RECORDS FOR THE TASK →
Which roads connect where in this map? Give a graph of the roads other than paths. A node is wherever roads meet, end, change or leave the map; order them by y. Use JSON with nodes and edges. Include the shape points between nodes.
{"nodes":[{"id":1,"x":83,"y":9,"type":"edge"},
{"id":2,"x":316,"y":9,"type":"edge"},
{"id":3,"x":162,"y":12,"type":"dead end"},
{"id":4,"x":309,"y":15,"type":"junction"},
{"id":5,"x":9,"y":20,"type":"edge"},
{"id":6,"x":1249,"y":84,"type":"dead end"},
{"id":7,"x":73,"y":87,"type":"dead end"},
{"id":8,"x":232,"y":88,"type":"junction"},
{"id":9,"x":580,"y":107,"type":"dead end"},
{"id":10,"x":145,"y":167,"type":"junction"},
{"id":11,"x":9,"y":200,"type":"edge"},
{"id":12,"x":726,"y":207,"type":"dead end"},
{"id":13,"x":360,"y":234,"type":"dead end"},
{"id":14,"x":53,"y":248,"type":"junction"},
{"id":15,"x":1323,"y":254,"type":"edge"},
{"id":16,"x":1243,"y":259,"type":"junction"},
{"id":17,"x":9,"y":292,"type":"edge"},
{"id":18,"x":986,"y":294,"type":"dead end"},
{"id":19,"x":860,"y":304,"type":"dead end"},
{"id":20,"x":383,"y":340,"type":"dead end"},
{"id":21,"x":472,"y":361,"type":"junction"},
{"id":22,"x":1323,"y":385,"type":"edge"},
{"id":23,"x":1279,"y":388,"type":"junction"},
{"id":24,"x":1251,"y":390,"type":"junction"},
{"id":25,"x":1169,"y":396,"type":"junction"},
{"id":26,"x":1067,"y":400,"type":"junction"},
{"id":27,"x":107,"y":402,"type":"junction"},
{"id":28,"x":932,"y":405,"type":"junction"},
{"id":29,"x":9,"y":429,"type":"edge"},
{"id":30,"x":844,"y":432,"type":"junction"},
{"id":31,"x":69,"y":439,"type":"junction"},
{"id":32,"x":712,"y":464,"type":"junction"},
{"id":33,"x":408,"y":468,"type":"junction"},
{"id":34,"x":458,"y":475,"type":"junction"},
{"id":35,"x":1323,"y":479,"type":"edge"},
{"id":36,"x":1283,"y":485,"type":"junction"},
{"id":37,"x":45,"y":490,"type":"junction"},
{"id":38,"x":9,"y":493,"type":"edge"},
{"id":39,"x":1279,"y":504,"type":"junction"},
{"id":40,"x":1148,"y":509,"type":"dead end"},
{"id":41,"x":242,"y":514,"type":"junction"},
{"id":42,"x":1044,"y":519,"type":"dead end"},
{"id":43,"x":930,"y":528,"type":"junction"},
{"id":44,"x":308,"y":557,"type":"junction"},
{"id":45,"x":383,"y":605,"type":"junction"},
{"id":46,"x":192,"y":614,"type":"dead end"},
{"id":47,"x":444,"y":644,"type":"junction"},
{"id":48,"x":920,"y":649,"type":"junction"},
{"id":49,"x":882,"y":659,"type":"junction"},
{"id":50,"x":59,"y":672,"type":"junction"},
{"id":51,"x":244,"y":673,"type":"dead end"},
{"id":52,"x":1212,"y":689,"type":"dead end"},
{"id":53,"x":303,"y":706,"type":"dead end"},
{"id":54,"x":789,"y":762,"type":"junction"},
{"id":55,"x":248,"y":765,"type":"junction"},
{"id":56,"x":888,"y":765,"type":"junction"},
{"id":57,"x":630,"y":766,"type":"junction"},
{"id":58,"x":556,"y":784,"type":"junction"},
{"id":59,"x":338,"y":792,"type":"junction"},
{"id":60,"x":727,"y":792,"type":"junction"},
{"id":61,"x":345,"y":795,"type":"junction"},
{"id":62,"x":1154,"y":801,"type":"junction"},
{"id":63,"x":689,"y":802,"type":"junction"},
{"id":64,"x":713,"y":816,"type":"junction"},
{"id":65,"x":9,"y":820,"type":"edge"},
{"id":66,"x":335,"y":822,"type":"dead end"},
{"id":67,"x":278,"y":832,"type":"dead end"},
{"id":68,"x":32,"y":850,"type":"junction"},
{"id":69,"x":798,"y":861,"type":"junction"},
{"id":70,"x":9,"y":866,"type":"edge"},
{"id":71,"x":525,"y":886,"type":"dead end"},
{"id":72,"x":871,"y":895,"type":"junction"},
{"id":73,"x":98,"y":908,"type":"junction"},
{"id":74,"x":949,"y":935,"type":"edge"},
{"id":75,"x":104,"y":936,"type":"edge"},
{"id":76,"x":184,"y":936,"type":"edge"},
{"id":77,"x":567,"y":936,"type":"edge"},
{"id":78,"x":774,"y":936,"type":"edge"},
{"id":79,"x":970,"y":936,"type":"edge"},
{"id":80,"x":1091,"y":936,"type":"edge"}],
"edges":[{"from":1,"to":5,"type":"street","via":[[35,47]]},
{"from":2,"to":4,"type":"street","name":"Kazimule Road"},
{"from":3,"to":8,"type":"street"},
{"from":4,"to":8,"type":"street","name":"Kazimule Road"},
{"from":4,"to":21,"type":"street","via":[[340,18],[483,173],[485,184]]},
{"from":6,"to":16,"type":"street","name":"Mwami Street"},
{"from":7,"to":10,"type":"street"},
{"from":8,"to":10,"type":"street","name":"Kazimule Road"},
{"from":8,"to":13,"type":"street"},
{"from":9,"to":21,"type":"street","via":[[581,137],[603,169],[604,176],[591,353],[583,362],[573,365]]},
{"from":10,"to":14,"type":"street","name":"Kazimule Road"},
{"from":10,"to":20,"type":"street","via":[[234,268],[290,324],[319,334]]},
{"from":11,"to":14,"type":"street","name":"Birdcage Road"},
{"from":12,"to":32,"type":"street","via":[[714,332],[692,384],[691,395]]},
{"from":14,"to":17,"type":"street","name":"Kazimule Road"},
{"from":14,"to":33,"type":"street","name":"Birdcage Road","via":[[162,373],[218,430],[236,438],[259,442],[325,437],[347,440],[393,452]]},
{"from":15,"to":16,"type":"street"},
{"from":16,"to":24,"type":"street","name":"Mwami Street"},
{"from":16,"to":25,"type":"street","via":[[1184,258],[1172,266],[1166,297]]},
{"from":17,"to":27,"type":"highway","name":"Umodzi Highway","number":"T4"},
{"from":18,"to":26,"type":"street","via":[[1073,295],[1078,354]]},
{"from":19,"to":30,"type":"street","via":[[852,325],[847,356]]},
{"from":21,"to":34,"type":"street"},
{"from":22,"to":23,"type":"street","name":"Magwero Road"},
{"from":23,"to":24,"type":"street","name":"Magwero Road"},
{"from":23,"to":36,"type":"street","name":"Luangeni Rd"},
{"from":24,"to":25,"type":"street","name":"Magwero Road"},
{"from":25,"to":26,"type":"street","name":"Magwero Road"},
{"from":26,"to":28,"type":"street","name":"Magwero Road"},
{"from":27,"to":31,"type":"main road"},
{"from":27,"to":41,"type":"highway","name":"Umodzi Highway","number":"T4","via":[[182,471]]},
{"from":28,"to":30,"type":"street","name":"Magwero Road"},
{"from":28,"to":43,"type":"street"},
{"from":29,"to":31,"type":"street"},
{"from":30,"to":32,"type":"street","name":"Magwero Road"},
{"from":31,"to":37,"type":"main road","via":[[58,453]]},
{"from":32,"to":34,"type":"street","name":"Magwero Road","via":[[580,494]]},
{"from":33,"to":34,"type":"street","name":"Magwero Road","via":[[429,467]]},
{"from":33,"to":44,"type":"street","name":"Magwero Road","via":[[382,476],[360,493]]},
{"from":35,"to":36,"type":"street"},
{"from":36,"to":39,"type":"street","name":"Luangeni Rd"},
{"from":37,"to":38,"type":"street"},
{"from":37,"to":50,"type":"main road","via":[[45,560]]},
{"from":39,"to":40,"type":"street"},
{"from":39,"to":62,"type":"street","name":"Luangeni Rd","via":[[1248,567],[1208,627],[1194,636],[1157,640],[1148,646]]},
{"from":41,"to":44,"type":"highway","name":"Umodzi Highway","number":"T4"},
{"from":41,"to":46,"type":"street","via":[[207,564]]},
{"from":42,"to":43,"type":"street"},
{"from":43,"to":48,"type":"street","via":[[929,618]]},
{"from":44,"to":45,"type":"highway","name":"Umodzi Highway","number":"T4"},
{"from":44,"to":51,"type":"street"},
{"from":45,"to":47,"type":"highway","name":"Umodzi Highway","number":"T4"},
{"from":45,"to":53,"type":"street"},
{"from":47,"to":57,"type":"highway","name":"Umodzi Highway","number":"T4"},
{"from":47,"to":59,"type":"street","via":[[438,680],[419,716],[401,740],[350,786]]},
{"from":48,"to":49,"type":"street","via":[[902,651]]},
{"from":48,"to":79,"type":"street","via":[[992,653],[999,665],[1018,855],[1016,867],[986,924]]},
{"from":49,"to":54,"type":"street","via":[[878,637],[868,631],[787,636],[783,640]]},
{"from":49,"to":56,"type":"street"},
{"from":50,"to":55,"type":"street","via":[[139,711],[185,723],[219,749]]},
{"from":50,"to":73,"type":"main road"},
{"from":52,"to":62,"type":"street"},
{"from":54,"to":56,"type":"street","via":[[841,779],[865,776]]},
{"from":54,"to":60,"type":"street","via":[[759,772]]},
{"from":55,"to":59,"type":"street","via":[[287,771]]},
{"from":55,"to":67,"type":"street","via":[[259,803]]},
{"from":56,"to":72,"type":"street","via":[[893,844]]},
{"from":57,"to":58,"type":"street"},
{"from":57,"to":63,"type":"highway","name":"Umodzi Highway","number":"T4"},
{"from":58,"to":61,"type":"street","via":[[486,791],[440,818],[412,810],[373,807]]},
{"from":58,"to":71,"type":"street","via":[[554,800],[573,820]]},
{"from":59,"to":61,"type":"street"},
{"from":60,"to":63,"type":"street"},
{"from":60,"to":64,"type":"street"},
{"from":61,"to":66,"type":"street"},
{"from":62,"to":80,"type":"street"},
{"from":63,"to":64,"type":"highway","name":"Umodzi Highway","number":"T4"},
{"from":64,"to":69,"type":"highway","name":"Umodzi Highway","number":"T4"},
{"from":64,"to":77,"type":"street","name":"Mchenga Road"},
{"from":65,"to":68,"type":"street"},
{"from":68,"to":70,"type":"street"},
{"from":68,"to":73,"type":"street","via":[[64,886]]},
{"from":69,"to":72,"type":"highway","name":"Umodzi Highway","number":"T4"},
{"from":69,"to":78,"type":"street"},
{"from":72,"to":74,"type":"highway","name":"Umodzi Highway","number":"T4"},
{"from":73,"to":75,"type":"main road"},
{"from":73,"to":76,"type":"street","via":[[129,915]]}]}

EXERCISE DIRECTIONS →
Report the lines above that have the word "Luangeni" in them.

SOLUTION TO THIS PROBLEM →
{"from":23,"to":36,"type":"street","name":"Luangeni Rd"},
{"from":36,"to":39,"type":"street","name":"Luangeni Rd"},
{"from":39,"to":62,"type":"street","name":"Luangeni Rd","via":[[1248,567],[1208,627],[1194,636],[1157,640],[1148,646]]},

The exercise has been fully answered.